Anything wrong with that approach of mine?
Is it better to only support the latest SDKs always? :thinking:
What about desktop + Android support—isn’t it the case that Android supports only up to Vulkan 1.2 or so?

Writing code that way does not buy you much in my opinion. Think about what this means for someone compiling with a new SDK: your application now requires as a minimum Vulkan 1.3 support at runtime - so execution on hardware (or drivers) that do not provide that will fail.
If on the other hand that same person compiles with an old SDK your app only requires some older Vulkan version at runtime and it can run on that same hardware it failed on with the new SDK.
Instead, if you always require an SDK that is at least as new as the minimum Vulkan version you require at runtime you can still check for availability of a newer version and take advantage of it - but it will be a runtime check.
After all, the hardware you build the app on matters far less than the hardware the app runs on and the latter you can only test/branch for at runtime.

Hmm, I’m trying to find out the best practice here.

Maybe I should explain the situation:
I’m developing a framework that shall be usable by other developers.
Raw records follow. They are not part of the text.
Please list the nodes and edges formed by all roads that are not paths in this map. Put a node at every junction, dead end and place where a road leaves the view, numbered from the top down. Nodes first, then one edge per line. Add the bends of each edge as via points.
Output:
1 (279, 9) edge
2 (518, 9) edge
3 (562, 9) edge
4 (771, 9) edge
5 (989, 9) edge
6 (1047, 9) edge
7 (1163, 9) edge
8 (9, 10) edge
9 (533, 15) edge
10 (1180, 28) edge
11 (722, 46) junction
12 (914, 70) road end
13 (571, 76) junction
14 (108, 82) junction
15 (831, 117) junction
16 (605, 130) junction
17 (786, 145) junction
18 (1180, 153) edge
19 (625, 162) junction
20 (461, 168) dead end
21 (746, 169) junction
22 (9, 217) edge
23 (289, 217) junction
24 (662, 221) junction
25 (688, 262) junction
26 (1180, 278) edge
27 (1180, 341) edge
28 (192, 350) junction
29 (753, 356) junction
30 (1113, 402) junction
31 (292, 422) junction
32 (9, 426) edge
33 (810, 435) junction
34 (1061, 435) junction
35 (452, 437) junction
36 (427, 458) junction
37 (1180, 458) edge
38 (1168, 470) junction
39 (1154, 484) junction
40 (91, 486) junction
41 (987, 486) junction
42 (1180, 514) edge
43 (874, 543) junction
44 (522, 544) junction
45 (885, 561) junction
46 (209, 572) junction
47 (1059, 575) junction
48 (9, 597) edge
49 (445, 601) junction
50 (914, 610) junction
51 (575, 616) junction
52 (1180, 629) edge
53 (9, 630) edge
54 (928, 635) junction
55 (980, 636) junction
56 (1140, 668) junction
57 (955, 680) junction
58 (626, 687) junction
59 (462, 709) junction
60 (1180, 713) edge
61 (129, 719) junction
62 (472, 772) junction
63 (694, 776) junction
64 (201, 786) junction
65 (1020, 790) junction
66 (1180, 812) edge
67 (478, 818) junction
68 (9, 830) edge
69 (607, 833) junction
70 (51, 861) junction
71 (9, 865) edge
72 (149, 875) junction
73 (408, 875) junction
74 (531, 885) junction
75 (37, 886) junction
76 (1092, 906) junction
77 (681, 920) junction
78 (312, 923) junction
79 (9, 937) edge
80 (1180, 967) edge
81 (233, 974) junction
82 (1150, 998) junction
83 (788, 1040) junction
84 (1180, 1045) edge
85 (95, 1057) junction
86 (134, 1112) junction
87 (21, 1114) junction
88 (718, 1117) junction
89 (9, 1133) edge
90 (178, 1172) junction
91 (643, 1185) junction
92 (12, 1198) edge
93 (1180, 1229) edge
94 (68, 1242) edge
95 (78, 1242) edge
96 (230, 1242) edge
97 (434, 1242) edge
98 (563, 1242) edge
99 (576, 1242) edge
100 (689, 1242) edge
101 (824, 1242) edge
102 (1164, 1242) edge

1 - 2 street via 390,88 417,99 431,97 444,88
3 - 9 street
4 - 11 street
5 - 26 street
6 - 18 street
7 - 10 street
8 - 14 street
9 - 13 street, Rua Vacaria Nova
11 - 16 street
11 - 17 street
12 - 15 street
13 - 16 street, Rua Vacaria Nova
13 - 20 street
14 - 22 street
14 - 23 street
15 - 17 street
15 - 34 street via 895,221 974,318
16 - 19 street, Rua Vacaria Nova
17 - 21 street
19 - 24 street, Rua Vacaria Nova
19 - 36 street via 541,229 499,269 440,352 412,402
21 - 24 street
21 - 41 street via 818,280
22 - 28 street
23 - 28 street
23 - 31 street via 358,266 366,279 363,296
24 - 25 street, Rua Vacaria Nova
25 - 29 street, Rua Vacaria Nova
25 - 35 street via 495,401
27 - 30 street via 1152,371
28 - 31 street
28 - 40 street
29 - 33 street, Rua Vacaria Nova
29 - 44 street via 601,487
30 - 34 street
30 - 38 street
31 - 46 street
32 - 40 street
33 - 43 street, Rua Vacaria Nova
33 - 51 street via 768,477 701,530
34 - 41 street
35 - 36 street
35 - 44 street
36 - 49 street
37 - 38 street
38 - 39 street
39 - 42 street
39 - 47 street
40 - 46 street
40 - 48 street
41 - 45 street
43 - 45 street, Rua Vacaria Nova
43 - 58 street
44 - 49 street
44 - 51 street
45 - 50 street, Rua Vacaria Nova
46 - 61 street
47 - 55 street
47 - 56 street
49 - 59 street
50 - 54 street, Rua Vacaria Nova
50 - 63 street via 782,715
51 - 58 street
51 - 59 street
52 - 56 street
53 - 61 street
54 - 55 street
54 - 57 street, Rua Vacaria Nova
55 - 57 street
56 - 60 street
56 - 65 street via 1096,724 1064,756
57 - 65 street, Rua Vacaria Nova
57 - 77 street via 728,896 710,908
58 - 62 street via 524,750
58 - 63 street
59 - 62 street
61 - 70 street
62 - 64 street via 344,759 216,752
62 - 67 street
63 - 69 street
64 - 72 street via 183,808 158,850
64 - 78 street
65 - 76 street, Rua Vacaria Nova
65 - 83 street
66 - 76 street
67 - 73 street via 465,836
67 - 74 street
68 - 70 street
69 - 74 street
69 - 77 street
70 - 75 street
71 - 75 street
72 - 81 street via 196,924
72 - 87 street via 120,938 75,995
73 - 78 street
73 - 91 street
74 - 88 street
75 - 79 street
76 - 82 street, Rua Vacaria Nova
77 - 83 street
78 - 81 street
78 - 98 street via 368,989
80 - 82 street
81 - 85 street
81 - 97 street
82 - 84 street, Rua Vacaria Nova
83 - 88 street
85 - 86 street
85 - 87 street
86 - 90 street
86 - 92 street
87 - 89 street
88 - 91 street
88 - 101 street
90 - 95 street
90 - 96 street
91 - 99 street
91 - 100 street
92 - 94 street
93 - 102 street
It would be cool if those developers were able to build the framework using different SDK versions, e.g., SDK 1.2 and SDK 1.3 (especially interesting/important around the time of major version changes).
So, I thought it would be a good idea to #if either on the VK_VERSION_..., or the VK_HEADER_VERSION, or something similar (hence, this question).
Is it not?

One more general question:
If I link with SDK 1.3 and use, e.g., vkCmdWriteTimestamp2, but then I run my application on hardware that only supports Vulkan 1.2, that automatically translates to—so to say—enabling VK_KHR_synchronization2 and calling vkCmdWriteTimestamp2KHR, right?
I.e., I can use SDK 1.3 to build an application, use all the SDK 1.3 core features, and run that just fine on, e.g., an Android device that supports only Vulkan 1.2 or 1.1, if that device supports all the used features.
Is this :point_up_2: assumption accurate?

No, it does not.

You cannot equate the SDK version with the Vulkan implementation version. The SDK version is compile-time; the Vulkan version is runtime.

The SDK version does not require a Vulkan implementation to support any particular Vulkan version. You can link to the 1.3 SDK and use a Vulkan 1.0 implementation just fine, as long as you detect this and don’t call functions which Vulkan 1.0 doesn’t support.

This also means that the Vulkan SDK does not impose any expectation that any particular Vulkan interface function will actually work. You statically link to those APIs, but the backend of any particular function will only actually work if the implementation supports it.

To my knowledge, the SDK does not include any automatic switchover support for command aliases. Therefore, it is on you to detect that Vulkan 1.3 is not supported, detect that KHR_synchronization2 is supported, enable that extension, and then use the KHR functions instead of the core functions. None of this is automatic.

I see. Thanks a lot!
I.e., that would also mean that I cannot just put an #if somewhere and invoke either vkCmdWriteTimestamp2 or vkCmdWriteTimestamp2KHR, because if I linked to the 1.3 SDK but then ran it on a device that supports only up to Vulkan 1.2, I would invoke vkCmdWriteTimestamp2, which I must expect to fail.